How the DOP network builds the simulation ¶
Network evaluates top down, left to right. For a node with multiple inputs, it evaluates top to bottom on its first input, then top to bottom on its second input, etc.
Sub-stepping ¶
To make a solver’s collision detection more accurate, increase the solver’s Maximum substeps parameter. This will usually make the simulation take longer to calculate.
You can also increase the resolution of the simulation globally with the Timestep parameter on the DOP Network node containing the simulation. You can also change sub-stepping directly on the solver object.
The dynamics engine calculates the simulation in time steps: the amount of time between the points where Houdini stops and re-calculates the state of the simulation. Normally this is some multiple of the frame time (the length of time Houdini displays each frame, e.g. 1/24th of a second at 24 FPS), but that’s not necessary. Long time steps makes it easier for Houdini to run the simulation, but give less accurate results. Smaller time steps take longer to calculate, but give more accurate results.
To set the time step for a dynamics network, open the parameters for the DOP Network object, click the Simulation tab, and set the Time step parameter.
In individual solver nodes in a dynamics network, you can control the number of sub-steps the solver breaks the default time step into. This lets you increase the simulation’s granularity for just one solver, without increasing it for every calculation in the entire simulation by changing the time step.
To control sub-steps in a solver, set the solver’s Minimum substeps and Maximum substeps parameters. Increase the Minimum substeps value to have the solver break each time step into more solving steps. It’s helpful to limit the Maximum substeps to make sure the simulation eventually finishes in a reasonable amount of time.
Tip
If you turn off Integer Frame Values in the Global Animation Options and set Step to your substep value, you can use the arrow keys to move between substeps.
Objects and simulation networks push and pull data ¶
In the dynamics set-up, Houdini created when you turned the sphere into a simulated rigid body object, the dynamics network imports the sphere’s geometry (in the RBD Object DOP node at the top of the dynamics network) out of the geometry network, and simulates its motion.
Then the original sphere Geometry object’s network imports the motion from the simulation back into the object (in the DOP Import SOP node at the bottom of the geometry network).
So what you render is the original object, after it has its geometry, position, etc. modified by the dynamics network.

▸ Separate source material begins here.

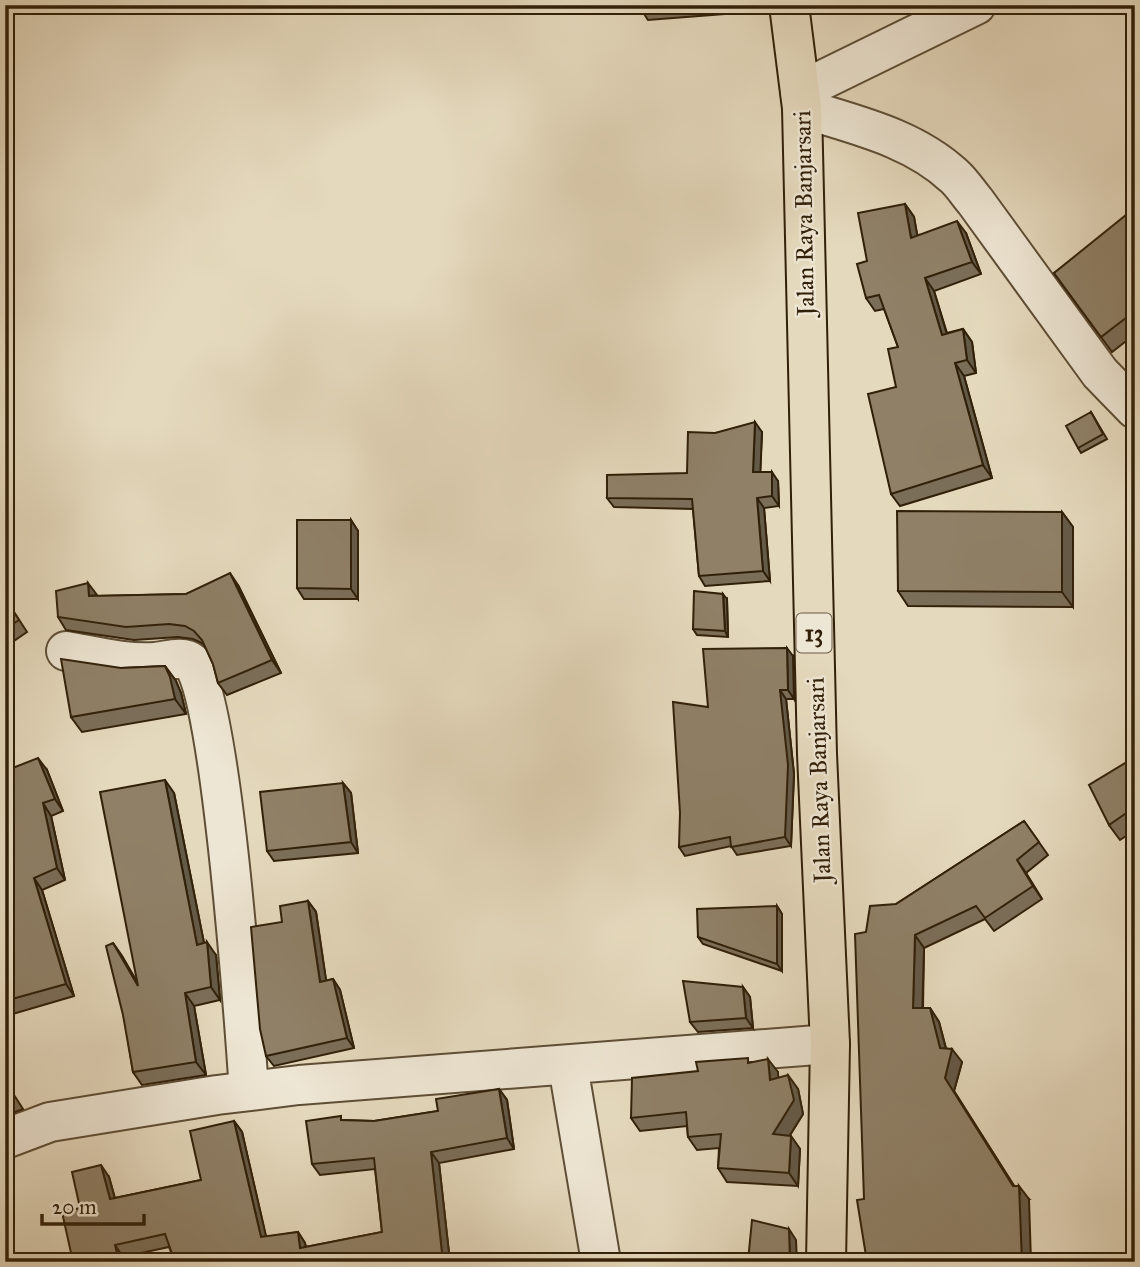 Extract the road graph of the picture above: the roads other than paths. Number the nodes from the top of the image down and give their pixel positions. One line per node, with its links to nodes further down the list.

The AutoDopNetwork
object has its blue display flag (the button on the right side of the node) off by default, meaning it won’t render.
This is simply because Mantra is really set up to render objects, so importing the simulation motion back into an object gives you all the controls for rendering that objects have. And while technically you can render a dynamics network at the object level directly, its geometry will usually include a lot of guides and user interface geometry you probably don’t want to render.
Note
Some simulation tools, such as the Pyro FX tools, create a new object to hold the results of the simulation for rendering, instead of importing the results back into the source object. For example, if you use the Sparse Billowy Smoke shelf tool to create smoke from source geometry, the tool creates a new billowy_smoke
object at the object level to import the results of the simulation.
Houdini dynamics use units of kilograms, meters, and seconds ¶
Since solvers are simulating real-world physical processes, they need a way to relate numbers in the scene to real-world units. The designers of Houdini’s dynamics system decided to simply use the base SI units: 1 Houdini unit is equal to 1 meter, weights are always specified in kg, and times are always specified in seconds. Other units are always derived from meters, kilograms, and seconds (for example, density is specified as kg/m3).